Which lines in the material below contain the word "Number"? Copy each of them.

++++++++

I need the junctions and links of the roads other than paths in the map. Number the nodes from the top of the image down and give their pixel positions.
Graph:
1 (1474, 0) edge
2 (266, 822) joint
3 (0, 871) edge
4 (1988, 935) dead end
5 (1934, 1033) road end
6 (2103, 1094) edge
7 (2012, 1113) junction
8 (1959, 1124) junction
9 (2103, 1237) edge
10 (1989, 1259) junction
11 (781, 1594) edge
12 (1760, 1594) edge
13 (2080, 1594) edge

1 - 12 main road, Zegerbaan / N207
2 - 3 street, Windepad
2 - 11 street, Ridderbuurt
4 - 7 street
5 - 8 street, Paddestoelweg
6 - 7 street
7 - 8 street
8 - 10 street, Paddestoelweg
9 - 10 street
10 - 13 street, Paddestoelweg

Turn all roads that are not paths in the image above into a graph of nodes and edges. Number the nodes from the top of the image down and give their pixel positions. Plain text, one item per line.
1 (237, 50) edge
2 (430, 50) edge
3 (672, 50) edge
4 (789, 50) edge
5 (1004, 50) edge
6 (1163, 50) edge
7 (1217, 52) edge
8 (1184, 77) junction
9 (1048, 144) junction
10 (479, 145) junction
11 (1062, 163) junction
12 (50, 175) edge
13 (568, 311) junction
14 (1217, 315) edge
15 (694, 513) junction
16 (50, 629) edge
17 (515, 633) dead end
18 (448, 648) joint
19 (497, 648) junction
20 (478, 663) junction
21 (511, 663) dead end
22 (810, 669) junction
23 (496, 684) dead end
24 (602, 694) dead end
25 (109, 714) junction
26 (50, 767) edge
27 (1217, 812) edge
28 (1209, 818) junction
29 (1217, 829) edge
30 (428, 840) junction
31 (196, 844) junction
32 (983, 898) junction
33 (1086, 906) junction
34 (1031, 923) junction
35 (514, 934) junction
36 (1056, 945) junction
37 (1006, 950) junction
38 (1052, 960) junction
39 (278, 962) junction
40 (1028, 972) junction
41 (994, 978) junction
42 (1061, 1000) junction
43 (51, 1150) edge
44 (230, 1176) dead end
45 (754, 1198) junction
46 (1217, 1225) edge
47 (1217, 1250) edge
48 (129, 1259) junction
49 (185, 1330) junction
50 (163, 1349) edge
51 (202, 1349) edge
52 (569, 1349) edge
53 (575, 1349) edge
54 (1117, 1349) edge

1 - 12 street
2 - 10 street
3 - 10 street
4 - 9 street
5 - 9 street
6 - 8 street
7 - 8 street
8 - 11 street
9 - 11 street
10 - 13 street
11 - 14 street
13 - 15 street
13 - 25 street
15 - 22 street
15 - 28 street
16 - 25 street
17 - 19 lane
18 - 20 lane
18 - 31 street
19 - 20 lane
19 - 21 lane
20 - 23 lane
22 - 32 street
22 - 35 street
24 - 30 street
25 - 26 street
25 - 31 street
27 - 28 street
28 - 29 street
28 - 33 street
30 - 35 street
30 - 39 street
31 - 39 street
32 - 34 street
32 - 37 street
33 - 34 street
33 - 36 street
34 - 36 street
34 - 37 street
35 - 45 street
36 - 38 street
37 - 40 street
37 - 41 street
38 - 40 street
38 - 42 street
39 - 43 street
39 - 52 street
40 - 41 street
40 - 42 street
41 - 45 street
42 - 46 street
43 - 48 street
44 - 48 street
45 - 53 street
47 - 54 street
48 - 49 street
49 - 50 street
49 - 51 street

++++++++

▸ **SOLUTION TO THIS EXERCISE**:
I need the junctions and links of the roads other than paths in the map. Number the nodes from the top of the image down and give their pixel positions.
Turn all roads that are not paths in the image above into a graph of nodes and edges. Number the nodes from the top of the image down and give their pixel positions. Plain text, one item per line.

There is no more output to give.